After the successful outcome of the Montgomery Bus Boycott, its leader, Martin Luther King wrote Stride Toward Freedom: The Montgomery Story (1958). The book described what happened at Montgomery and explained King's views on non-violence and direct action and was to have a considerable influence on the civil rights movement.
In Greensboro, North Carolina, a small group of black students read the book and decided to take action themselves. On 1st February, 1960, Franklin McCain, David Richmond, Joseph McNeil and Ezell Blair, started a student sit-in at the restaurant of their local Woolworth's store which had a policy of not serving black people. In the days that followed they were joined by other black students until they occupied all the seats in the restaurant. The students were often physically assaulted, but following the teachings of King they did not hit back.
Later that month about forty college students staged a sit-in at Woolworth's lunch counter in Nashville, Tennessee. Stokely Carmichael later recalled: "When I first heard about the Negroes sitting in at lunch counters down South, I thought they were just a bunch of publicity hounds. But one night when I saw those young kids on TV, getting back up on the lunch counter stools after being knocked off them, sugar in their eyes, ketchup in their hair - well, something happened to me. Suddenly I was burning."
Franklin McCain later recalled: "On the day that I sat at that counter I had the most tremendous feeling of elation and celebration. I felt that in this life nothing else mattered. I felt like one of those wise men who sits cross-legged and cross-armed and has reached a natural high. Nothing else has ever come close. Not the birth of my first son nor my marriage. People go through their whole lives and they don't get that to happen to them. And here it was being visited on me as a 17-year-old. It was wonderful but it was sad also, because I know that I will never have that again. I'm just sorry it was when I was 17."
As Raymond Arsenault, the author of Freedom Riders: 1961 and the Struggle for Racial Justice (2006) pointed out: "Unlike the scattered and short-term sit-ins in the 1950s, the Woolworth's lunch counter sit-in that began on February 1, 1960, drew the rapt attention of national civil rights leaders, especially after the scale of the protest widened beyond anyone's expectations. As the number of participants multiplied, from twenty-nine on the second day to more than three hundred on the fifth." On 16th May, 1960, Matthew Walker, Peggy Alexander, Diane Nash and Stanley Hemphill became the first blacks to eat lunch at the Post House Restraurant in Nashville.

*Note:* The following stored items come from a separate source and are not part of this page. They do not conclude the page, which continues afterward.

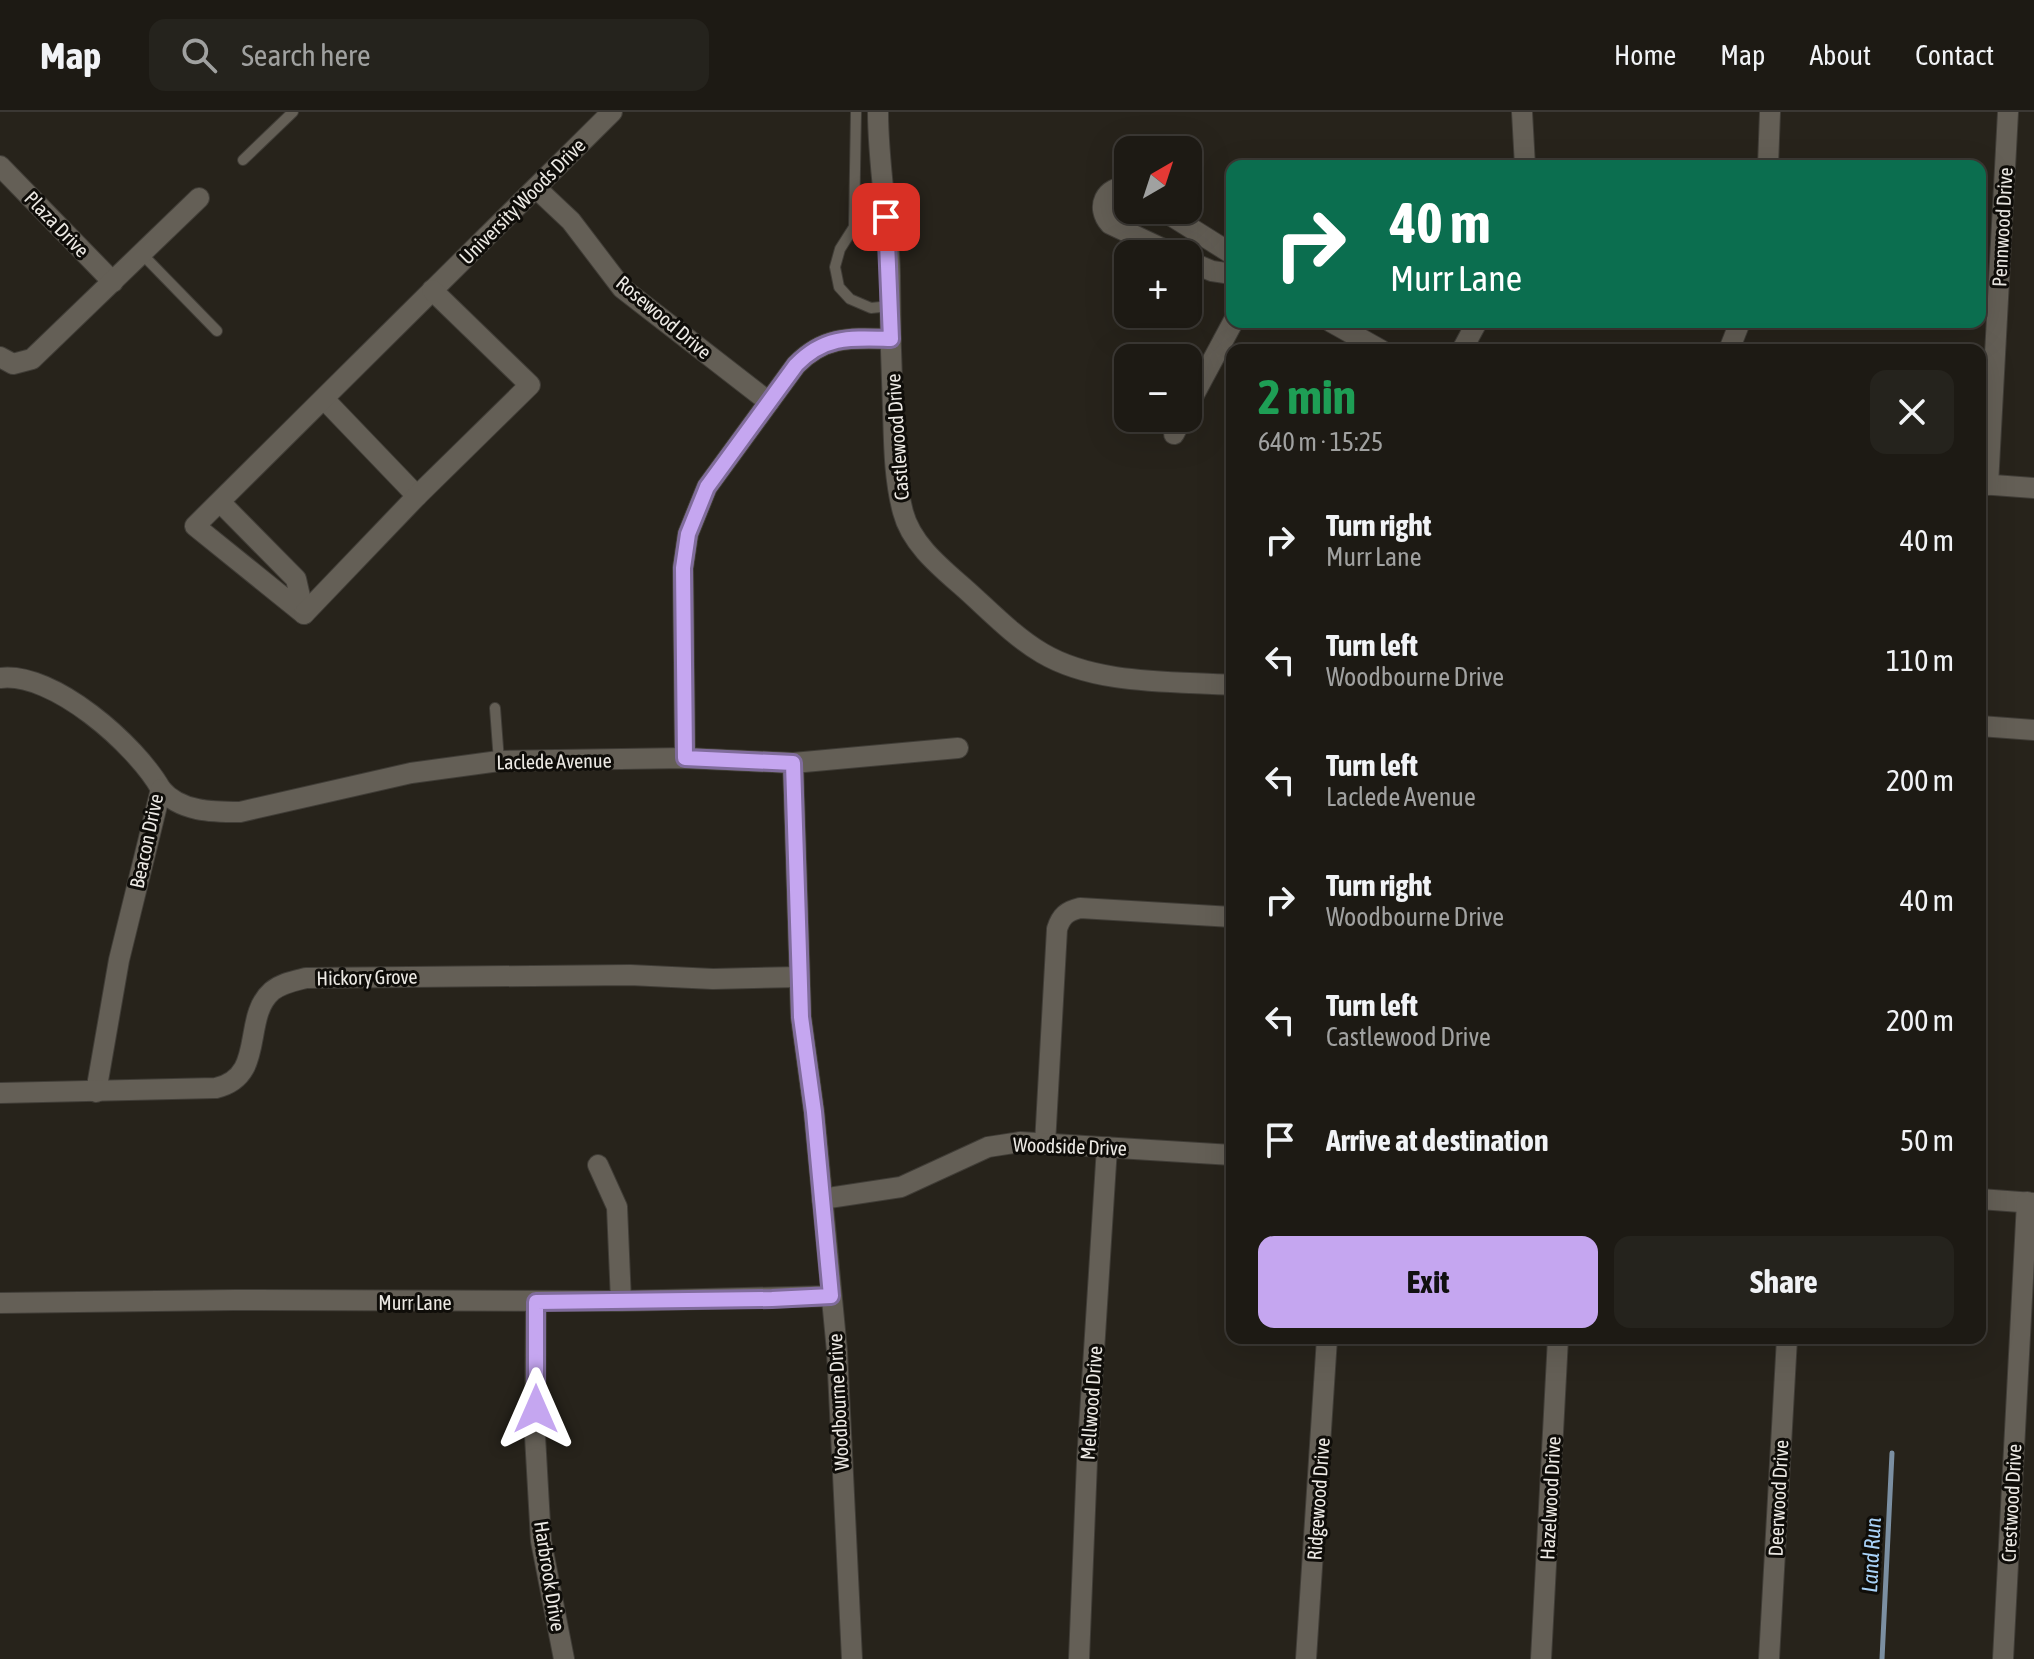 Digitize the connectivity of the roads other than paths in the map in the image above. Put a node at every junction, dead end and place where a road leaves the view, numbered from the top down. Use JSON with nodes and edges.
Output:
{"nodes":[{"id":1,"x":293,"y":112,"type":"edge"},
{"id":2,"x":612,"y":112,"type":"edge"},
{"id":3,"x":856,"y":112,"type":"edge"},
{"id":4,"x":878,"y":112,"type":"edge"},
{"id":5,"x":1522,"y":112,"type":"edge"},
{"id":6,"x":1770,"y":112,"type":"edge"},
{"id":7,"x":2008,"y":112,"type":"edge"},
{"id":8,"x":243,"y":160,"type":"dead end"},
{"id":9,"x":1525,"y":160,"type":"edge"},
{"id":10,"x":1768,"y":160,"type":"edge"},
{"id":11,"x":0,"y":166,"type":"edge"},
{"id":12,"x":536,"y":188,"type":"junction"},
{"id":13,"x":1114,"y":190,"type":"edge"},
{"id":14,"x":199,"y":198,"type":"dead end"},
{"id":15,"x":1184,"y":224,"type":"edge"},
{"id":16,"x":1144,"y":240,"type":"edge"},
{"id":17,"x":1226,"y":250,"type":"edge"},
{"id":18,"x":142,"y":254,"type":"junction"},
{"id":19,"x":1202,"y":267,"type":"edge"},
{"id":20,"x":1226,"y":273,"type":"edge"},
{"id":21,"x":113,"y":282,"type":"junction"},
{"id":22,"x":432,"y":290,"type":"junction"},
{"id":23,"x":890,"y":306,"type":"junction"},
{"id":24,"x":1230,"y":328,"type":"edge"},
{"id":25,"x":1342,"y":328,"type":"edge"},
{"id":26,"x":217,"y":331,"type":"dead end"},
{"id":27,"x":891,"y":339,"type":"junction"},
{"id":28,"x":1370,"y":344,"type":"edge"},
{"id":29,"x":0,"y":357,"type":"edge"},
{"id":30,"x":1202,"y":380,"type":"edge"},
{"id":31,"x":324,"y":399,"type":"junction"},
{"id":32,"x":769,"y":402,"type":"junction"},
{"id":33,"x":1986,"y":453,"type":"edge"},
{"id":34,"x":1986,"y":484,"type":"edge"},
{"id":35,"x":2034,"y":488,"type":"edge"},
{"id":36,"x":417,"y":496,"type":"junction"},
{"id":37,"x":220,"y":502,"type":"junction"},
{"id":38,"x":304,"y":614,"type":"junction"},
{"id":39,"x":0,"y":678,"type":"edge"},
{"id":40,"x":1226,"y":685,"type":"edge"},
{"id":41,"x":495,"y":708,"type":"dead end"},
{"id":42,"x":1986,"y":726,"type":"edge"},
{"id":43,"x":2034,"y":730,"type":"edge"},
{"id":44,"x":958,"y":748,"type":"dead end"},
{"id":45,"x":685,"y":758,"type":"junction"},
{"id":46,"x":499,"y":761,"type":"junction"},
{"id":47,"x":793,"y":763,"type":"junction"},
{"id":48,"x":161,"y":789,"type":"junction"},
{"id":49,"x":1226,"y":917,"type":"edge"},
{"id":50,"x":799,"y":977,"type":"junction"},
{"id":51,"x":96,"y":1092,"type":"junction"},
{"id":52,"x":0,"y":1093,"type":"edge"},
{"id":53,"x":1045,"y":1144,"type":"junction"},
{"id":54,"x":1107,"y":1147,"type":"junction"},
{"id":55,"x":1226,"y":1155,"type":"edge"},
{"id":56,"x":598,"y":1165,"type":"dead end"},
{"id":57,"x":822,"y":1199,"type":"junction"},
{"id":58,"x":1986,"y":1199,"type":"edge"},
{"id":59,"x":2030,"y":1202,"type":"edge"},
{"id":60,"x":831,"y":1296,"type":"junction"},
{"id":61,"x":621,"y":1301,"type":"junction"},
{"id":62,"x":536,"y":1302,"type":"junction"},
{"id":63,"x":0,"y":1303,"type":"edge"},
{"id":64,"x":1327,"y":1344,"type":"edge"},
{"id":65,"x":1558,"y":1344,"type":"edge"},
{"id":66,"x":1787,"y":1344,"type":"edge"},
{"id":67,"x":564,"y":1659,"type":"edge"},
{"id":68,"x":852,"y":1659,"type":"edge"},
{"id":69,"x":1079,"y":1659,"type":"edge"},
{"id":70,"x":1306,"y":1659,"type":"edge"},
{"id":71,"x":1541,"y":1659,"type":"edge"},
{"id":72,"x":1769,"y":1659,"type":"edge"},
{"id":73,"x":2003,"y":1659,"type":"edge"}],
"edges":[{"from":1,"to":8,"type":"lane"},
{"from":2,"to":12,"type":"street","name":"University Woods Drive"},
{"from":3,"to":23,"type":"lane"},
{"from":4,"to":23,"type":"street","name":"Castlewood Drive"},
{"from":5,"to":9,"type":"street"},
{"from":6,"to":10,"type":"street"},
{"from":7,"to":33,"type":"street","name":"Pennwood Drive"},
{"from":11,"to":21,"type":"street","name":"Plaza Drive"},
{"from":12,"to":22,"type":"street","name":"University Woods Drive"},
{"from":12,"to":32,"type":"street","name":"Rosewood Drive"},
{"from":13,"to":16,"type":"street"},
{"from":14,"to":18,"type":"street"},
{"from":15,"to":17,"type":"street"},
{"from":18,"to":21,"type":"street"},
{"from":18,"to":26,"type":"lane"},
{"from":19,"to":20,"type":"street"},
{"from":21,"to":29,"type":"street"},
{"from":22,"to":31,"type":"street","name":"University Woods Drive"},
{"from":22,"to":36,"type":"street"},
{"from":23,"to":27,"type":"street","name":"Castlewood Drive"},
{"from":24,"to":30,"type":"street"},
{"from":25,"to":28,"type":"street"},
{"from":27,"to":32,"type":"street"},
{"from":27,"to":40,"type":"street","name":"Castlewood Drive"},
{"from":31,"to":36,"type":"street"},
{"from":31,"to":37,"type":"street","name":"University Woods Drive"},
{"from":32,"to":45,"type":"street"},
{"from":34,"to":35,"type":"street"},
{"from":36,"to":38,"type":"street"},
{"from":37,"to":38,"type":"street"},
{"from":37,"to":38,"type":"street","name":"University Woods Drive"},
{"from":39,"to":48,"type":"street","name":"Beacon Drive"},
{"from":41,"to":46,"type":"lane"},
{"from":42,"to":43,"type":"street"},
{"from":44,"to":47,"type":"street","name":"Laclede Avenue"},
{"from":45,"to":46,"type":"street","name":"Laclede Avenue"},
{"from":45,"to":47,"type":"street","name":"Laclede Avenue"},
{"from":46,"to":48,"type":"street","name":"Laclede Avenue"},
{"from":47,"to":50,"type":"street","name":"Woodbourne Drive"},
{"from":48,"to":51,"type":"street","name":"Beacon Drive"},
{"from":49,"to":53,"type":"street"},
{"from":50,"to":51,"type":"street","name":"Hickory Grove"},
{"from":50,"to":57,"type":"street","name":"Woodbourne Drive"},
{"from":51,"to":52,"type":"street","name":"Hickory Grove"},
{"from":53,"to":54,"type":"street","name":"Woodside Drive"},
{"from":53,"to":57,"type":"street","name":"Woodside Drive"},
{"from":54,"to":55,"type":"street","name":"Woodside Drive"},
{"from":54,"to":69,"type":"street","name":"Mellwood Drive"},
{"from":56,"to":61,"type":"street"},
{"from":57,"to":60,"type":"street","name":"Woodbourne Drive"},
{"from":58,"to":59,"type":"street"},
{"from":59,"to":73,"type":"street","name":"Crestwood Drive"},
{"from":60,"to":61,"type":"street","name":"Murr Lane"},
{"from":60,"to":68,"type":"street","name":"Woodbourne Drive"},
{"from":61,"to":62,"type":"street","name":"Murr Lane"},
{"from":62,"to":63,"type":"street","name":"Murr Lane"},
{"from":62,"to":67,"type":"street","name":"Harbrook Drive"},
{"from":64,"to":70,"type":"street","name":"Ridgewood Drive"},
{"from":65,"to":71,"type":"street","name":"Hazelwood Drive"},
{"from":66,"to":72,"type":"street","name":"Deerwood Drive"}]} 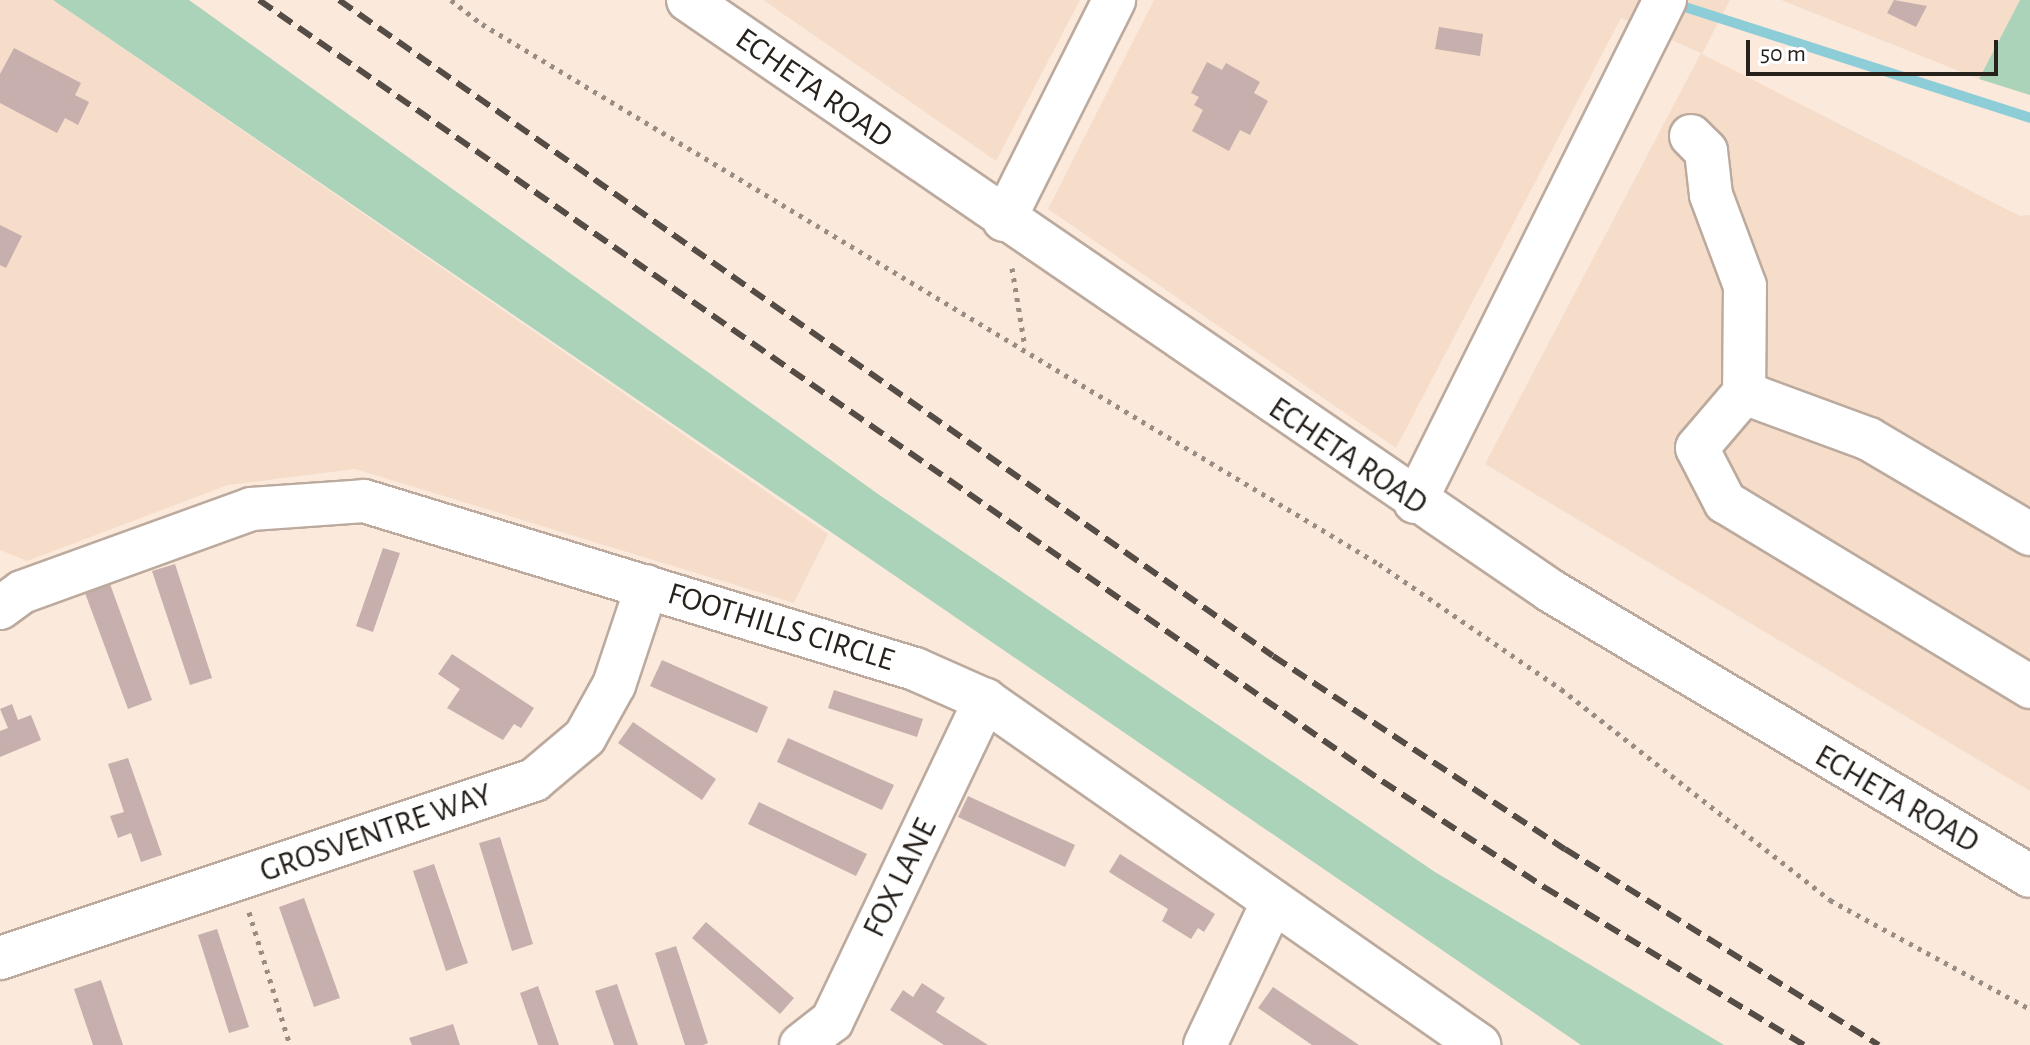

This non-violent strategy was adopted by black students all over the Deep South. Within six months these sit-ins had ended restaurant and lunch-counter segregation in twenty-six southern cities. Student sit-ins were also successful against segregation in public parks, swimming pools, theaters, churches, libraries, museums and beaches.
In October, 1960, students involved in these sit-ins held a conference and established the Student Nonviolent Coordinating Committee (SNCC). The organization adopted the Gandhian theory of nonviolent direct action. This included participation in the Freedom Rides during 1961. Leading figures in the organization included Robert Moses, James Lawson, Marion Barry, Charles McDew, James Forman and John Lewis.
The campaign to end segregation at lunch counters in Birmingham, Alabama, was less successful. In the spring of 1963 police turned dogs and fire hoses on the demonstrators. King and large number of his supporters, including schoolchildren, were arrested and jailed.
During the 1960 presidential election campaign John F. Kennedy argued for a new Civil Rights Act. After the election it was discovered that over 70 per cent of the African American vote went to Kennedy. However, during the first two years of his presidency, Kennedy failed to put forward his promised legislation.
Kennedy's Civil Rights bill was brought before Congress in 1963 and in a speech on television on 11th June, Kennedy pointed out that: "The Negro baby born in America today, regardless of the section of the nation in which he is born, has about one-half as much chance of completing high school as a white baby born in the same place on the same day; one third as much chance of completing college; one third as much chance of becoming a professional man; twice as much chance of becoming unemployed; about one-seventh as much chance of earning $10,000 a year; a life expectancy which is seven years shorter; and the prospects of earning only half as much."
In an attempt to persuade Congress to pass Kennedy's proposed legislation, the Congress on Racial Equality (CORE) and Southern Christian Leadership Conference (SCLC) organized the famous March on Washington. On 28th August, 1963, more than 200,000 people marched peacefully to the Lincoln Memorial to demand equal justice for all citizens under the law. At the end of the march Martin Luther King made his famous "I Have a Dream" speech.
Kennedy's Civil Rights bill was still being debated by Congress when he was assassinated in November, 1963. The new president, Lyndon Baines Johnson, who had a poor record on civil rights issues, took up the cause. Using his considerable influence in Congress, Johnson was able to get the legislation passed.
The 1964 Civil Rights Act made racial discrimination in public places, such as theaters, restaurants and hotels, illegal. It also required employers to provide equal employment opportunities. Projects involving federal funds could now be cut off if there was evidence of discriminated based on colour, race or national origin.